Norwescon is one of the largest regional science fiction and fantasy conventions in the United States. Located in SeaTac in Washington state, Norwescon has been running continuously since 1978.

"Norwescon" was also the name of the 8th World Science Fiction Convention, held in Portland, Oregon, in 1950.

History
Norwescon grew out of the desire of its founders to host a Worldcon in Seattle in 1981. However, there was one major issue — at the time, most of Pacific Northwest fandom had little or no experience in running cons. Norwescon was therefore originally formed as an effort to get some practice for Worldcon. Realizing they would need a large group of people from which to draw volunteers, the founders also started the Northwest Science Fiction Society or NWSFS.

The first Norwescon was held in a then-unincorporated area now known as the city of SeaTac, Washington. It featured Theodore Sturgeon as its Guest of Honor (GoH) and drew just over 400 attendees. The next year, Norwescon moved up the street to the Hyatt Hotel, the site of the only Seattle-sponsored Worldcon. The Hyatt was the site of Norwescons II through VII, at which point the convention began feeling the pressures of growth; it was then moved to SeaTac's Red Lion Inn. With growth came associated problems, and after two years at the Red Lion, Norwescon was forced to find a new location on short notice. The convention moved back to the Hyatt for a convention called Alternacon. The next year brought a big move to the city of Tacoma, where the Sheraton hosted Norwescon for five years. 1993 brought the convention to the Bellevue area, and in 1994 Norwescon returned to the site of the old Red Lion Inn, now known as the DoubleTree Hotel SeaTac.

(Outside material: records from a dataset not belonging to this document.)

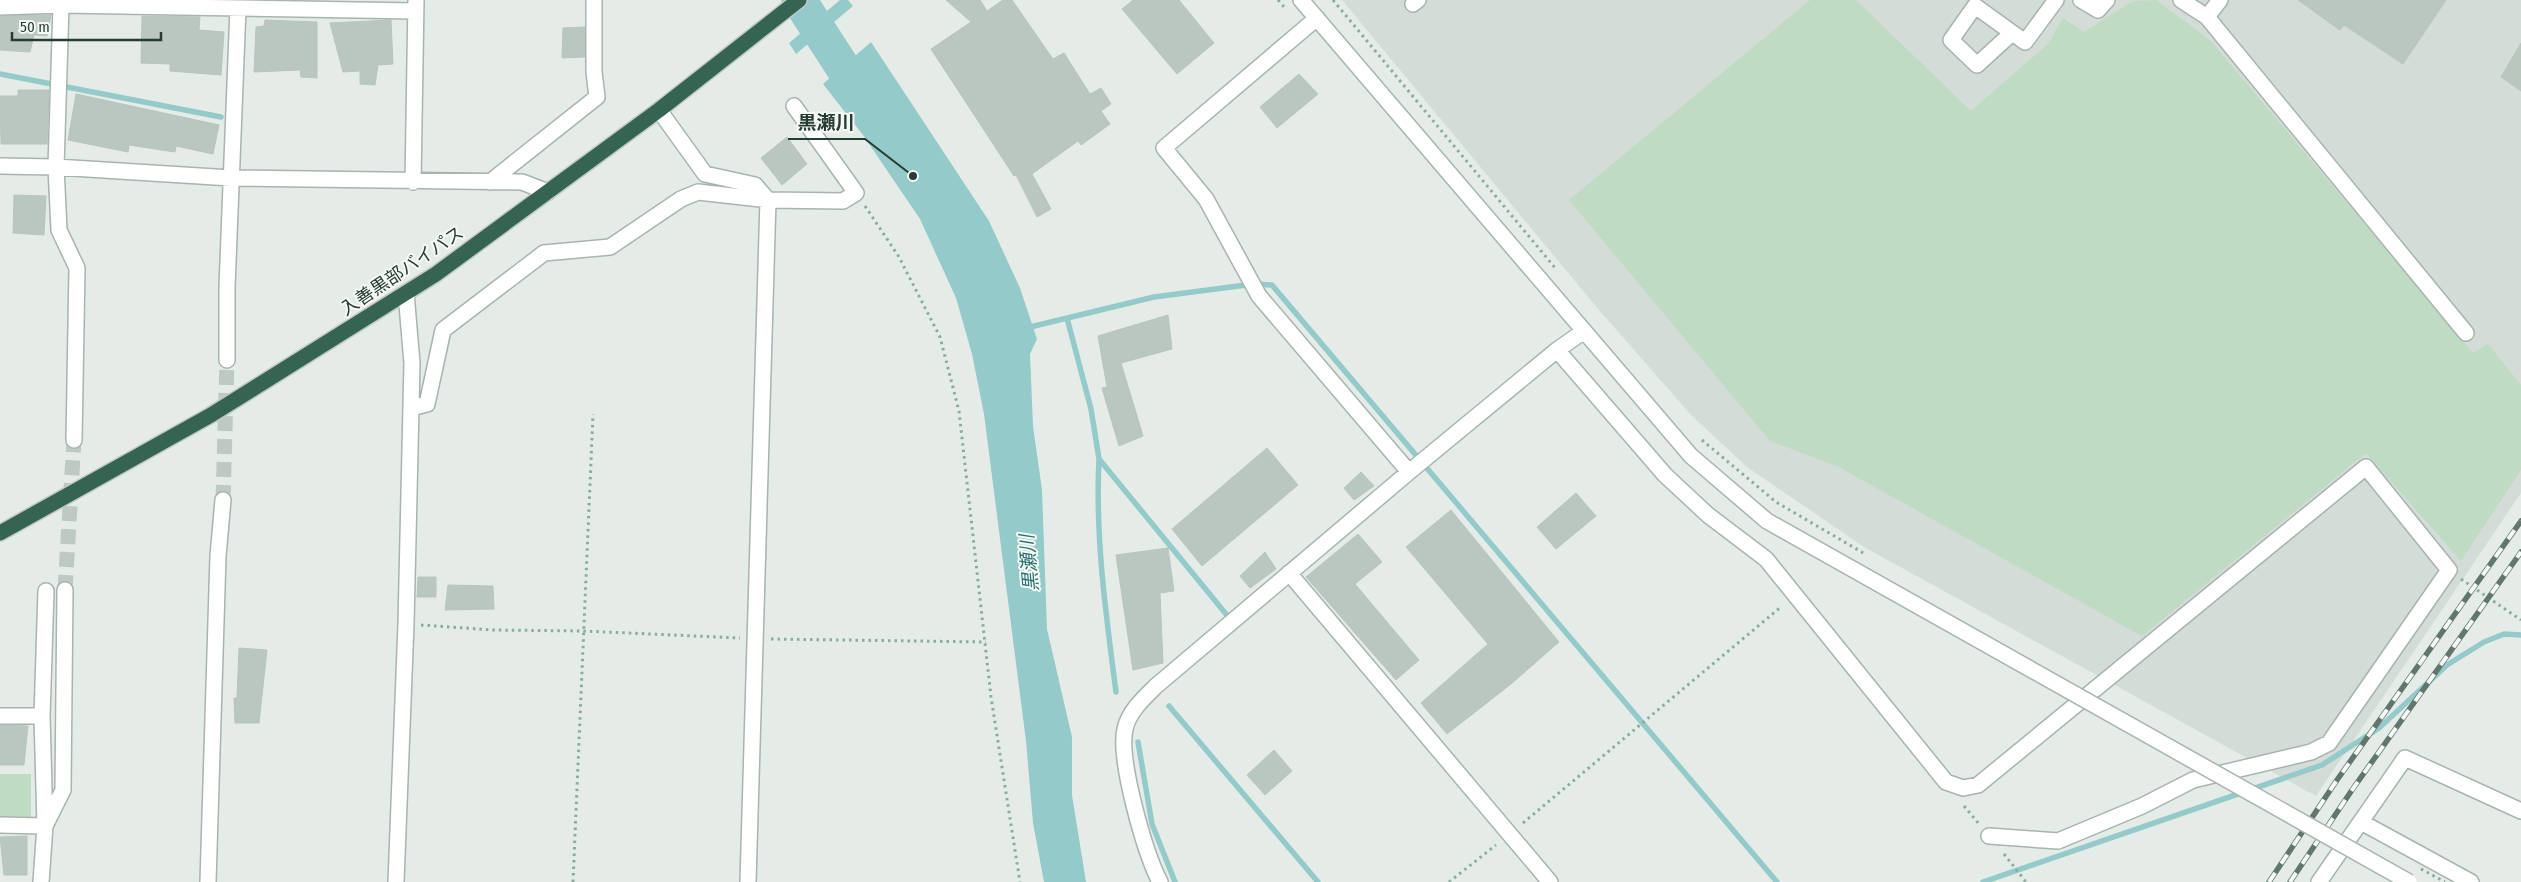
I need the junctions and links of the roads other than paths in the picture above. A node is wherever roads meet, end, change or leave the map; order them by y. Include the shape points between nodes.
1 (594, 0) edge
2 (799, 0) edge
3 (1301, 0) edge
4 (2056, 0) edge
5 (2081, 0) edge
6 (2107, 0) edge
7 (2181, 0) edge
8 (2220, 0) edge
9 (61, 2) edge
10 (415, 6) edge
11 (0, 7) edge
12 (238, 8) junction
13 (2207, 17) junction
14 (1317, 18) junction
15 (2012, 33) dead end
16 (794, 106) dead end
17 (659, 110) junction
18 (0, 166) edge
19 (56, 167) junction
20 (231, 178) junction
21 (413, 182) junction
22 (490, 182) junction
23 (548, 192) junction
24 (768, 200) junction
25 (406, 293) junction
26 (1584, 331) junction
27 (2466, 333) dead end
28 (1557, 350) junction
29 (227, 360) tunnel mouth
30 (411, 408) junction
31 (74, 440) tunnel mouth
32 (1409, 472) junction
33 (223, 500) tunnel mouth
34 (0, 533) edge
35 (1289, 574) junction
36 (65, 590) tunnel mouth
37 (46, 591) dead end
38 (0, 716) edge
39 (42, 716) junction
40 (2521, 811) edge
41 (2361, 822) junction
42 (0, 825) edge
43 (46, 826) junction
44 (1989, 836) dead end
45 (41, 882) edge
46 (208, 882) edge
47 (396, 882) edge
48 (748, 882) edge
49 (1160, 882) edge
50 (1550, 882) edge
51 (2319, 882) edge
52 (2409, 882) edge
53 (2472, 882) edge

1 - 22 street via 597,96
2 - 17 highway, 入善黒部バイパス
3 - 14 street
4 - 15 street via 2025,42
5 - 6 street via 2098,10
7 - 13 street
8 - 13 street
9 - 11 street
9 - 12 street
9 - 19 street
10 - 12 street
10 - 21 street
12 - 20 street
13 - 27 street
14 - 26 street
14 - 32 street via 1164,148 1206,199 1259,296
16 - 24 street via 856,193 843,201
17 - 23 highway, 入善黒部バイパス
17 - 24 street via 705,174 755,185
18 - 19 street
19 - 20 street
19 - 31 street via 59,230 77,268
20 - 21 street
20 - 29 street
21 - 22 street
22 - 23 street via 522,182
23 - 25 highway, 入善黒部バイパス
24 - 30 street via 698,192 681,199 610,247 544,253 444,330 427,404
24 - 48 street
25 - 30 street via 412,363
25 - 34 highway, 入善黒部バイパス via 210,415
26 - 28 street
26 - 52 street, bridge via 1691,456 1767,521
28 - 32 street
28 - 44 street via 1665,475 1708,516 1766,559 1946,782 1964,788 1978,785 2366,467 2449,570 2329,742 2311,752 2192,780 2142,806 2058,841
30 - 47 street
32 - 35 street
33 - 46 street via 218,556
35 - 49 street via 1156,686 1135,708 1125,728 1124,753 1138,816
35 - 50 street
36 - 43 street via 63,790
37 - 39 street
38 - 39 street
39 - 43 street
40 - 41 street via 2405,758
41 - 51 street
41 - 53 street
42 - 43 street
43 - 45 street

Norwescon's Guest of Honor list has grown over the years, starting with a list of three: Writer Guest of Honor, Fan Guest of Honor, and Toastmaster. The list now includes artists, scientists, volunteers and special guests as well as many other professionals. Norwescon has always made an effort to invite guests who are deserving of the honor, and has thus had a prestigious line of guests.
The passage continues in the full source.